Introduction: 1UP Cakes

About: I live in the UK. Half my time is spent running events for people who make videogames, the rest is spent prototyping… things ¬¬ I used to take my toys apart and put them back together when I was a kid. One of…

Make cakes that look like 1UPs from Super Mario Bros.

Bonus!

These ones look like they were made by a five year old. I am 27, and have no excuse. YMMV.

Step 1: Collect!

You will need:

Cake bases:
Flour
Sugar
Milk
Eggs
Butter/Margarine
Salt

Also:
Baking powder (if your flour isn't self raising).

(This is actually adapted from a muffin recipe, but for some reason comes out tasting like scones. Savoury works quite well with the amount of chocolate you're going to be putting on these)


Icing:
White chocolate (2 - 3 decent sized bars should be enough)
Green food colouring
Cooking oil (Can substitute milk - this is to loosen the chocolate and stop it binding if it dries out during melting).
White chocolate buttons.


Implements:
Various mixing bowls, whisks, spoons, pans etc. as required.
A small muffin tin. I recommend the silicone type shown in this instructable, as it gives the closest to a mushroom shape I've found and they also pop out of it very easiy without any greasing.

Edit, 2019: At the time I wrote this, despite being in the UK I had a set of small measures that used units like "cup", which generally seem to be more of an American thing. By suggestion of MalikSonam, this may help if you don't have such measures: https://unitconverter.net/volume-conversion

Thank you, Sonam

Step 2: Melt! Mix!

First, melt the butter on a pan on the hob. Keep it moving so as not to burn it, and take it off the heat for a little while if you need to.

Now break a medium egg into your mixing bowl, and whisk it up. Add half a cup of melted butter, then a cup of milk, then whisk them all up. Photos above show this in far too much detail.

Step 3: Mix!

Now, in your other mixing bowl, mix up:

2 and 1/2 cups of flour
2 tablespoons of sugar
and 1/2 a teaspoon of salt.

If your flour isn't self raising, add 2 teaspoons of baking powder too.

Now dump in the wet stuff you mixed in the last step too, and mix it all together until it forms delicious, sticky muffin dough.

Step 4: Bake!

Now use a couple of teaspoons to portion your dough out into the tray. To avoid air bubbles in the bottom, I find it best to push a bit of dough right down into each muffin compartment first, then build up more on top. To get a good mushroom top, I also put a bit more in than they can hold rather than leaving them level.

If you're using a silicone tray like the one in the pictures, you don't need to grease it or anything, they'll pop right out when they're done. If you're using a metal tin, you'll need to grease it and might want to use paper muffin cases too.

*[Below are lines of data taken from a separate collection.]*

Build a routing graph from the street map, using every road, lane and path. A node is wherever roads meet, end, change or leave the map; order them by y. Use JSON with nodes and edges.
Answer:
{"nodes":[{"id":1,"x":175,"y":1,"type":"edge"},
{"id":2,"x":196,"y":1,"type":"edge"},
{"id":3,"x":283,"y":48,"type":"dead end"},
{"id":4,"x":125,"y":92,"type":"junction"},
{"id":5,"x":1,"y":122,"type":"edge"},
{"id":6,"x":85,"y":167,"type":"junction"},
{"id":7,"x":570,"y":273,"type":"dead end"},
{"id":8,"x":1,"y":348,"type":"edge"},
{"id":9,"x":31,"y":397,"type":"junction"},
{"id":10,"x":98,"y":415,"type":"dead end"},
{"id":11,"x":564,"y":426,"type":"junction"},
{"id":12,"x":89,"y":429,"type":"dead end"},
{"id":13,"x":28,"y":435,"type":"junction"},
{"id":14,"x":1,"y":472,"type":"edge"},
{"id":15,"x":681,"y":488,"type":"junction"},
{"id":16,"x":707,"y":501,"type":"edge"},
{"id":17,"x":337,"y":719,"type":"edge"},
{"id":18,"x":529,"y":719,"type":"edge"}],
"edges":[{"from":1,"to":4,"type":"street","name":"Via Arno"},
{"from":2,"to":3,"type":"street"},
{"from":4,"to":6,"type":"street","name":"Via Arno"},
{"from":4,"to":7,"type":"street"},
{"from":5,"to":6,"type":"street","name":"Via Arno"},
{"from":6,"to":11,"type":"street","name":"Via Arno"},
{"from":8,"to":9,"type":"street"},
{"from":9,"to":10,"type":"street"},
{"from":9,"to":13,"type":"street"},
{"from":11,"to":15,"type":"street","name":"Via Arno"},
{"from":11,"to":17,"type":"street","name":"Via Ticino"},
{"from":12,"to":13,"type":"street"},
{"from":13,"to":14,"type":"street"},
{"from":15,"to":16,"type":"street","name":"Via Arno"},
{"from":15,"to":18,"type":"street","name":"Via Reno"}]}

Bake them at gas mark 5 (190°C, 375°F) for 25 minutes, and they should look like the ones in the third pic below.

Step 5: Melt!

Now to make the icing.

Break up all your chocolate into a microwavable bowl, then blast it for a while on a defrost setting or the lowest power you have available. Keep doing it until it gets a bit melty like in photo #1, then you can stir it up.

Now add your food colouring, and be ready for something ugly to happen: Chocolate is oily, and most food colouring is water based. So, the same as if you're melting it in a steamer and some water gets into it, when you add colouring the chocolate will immediately seem to dry out and stiffen, going powdery and lumpy in places.

You can sort this out by adding a little bit of cooking oil or milk - not too much or it will get really watery and not be able to set.

Keep adding colouring and oil/milk as needed until you get the shade of green you want, and that's your icing ready.

Step 6: Dip!

After letting the cake cool for a while, dip them in the icing to give them green tops. You might need to microwave your icing for a little while if it sets too much during this step.

Next add the white chocolate buttons to create the white spots, but make sure to let the icing set for a while before doing this. If you add the buttons too early, they'll go blobby and melt off the sides, but if you add them too late, they won't stick.

Step 7: Refrigerate!

Now pop them all in the fridge to set, lick your kitchen stuff clean, and within a few hours they'll be ready.

I take no responsibility if you do super dangerous stuff after eating these.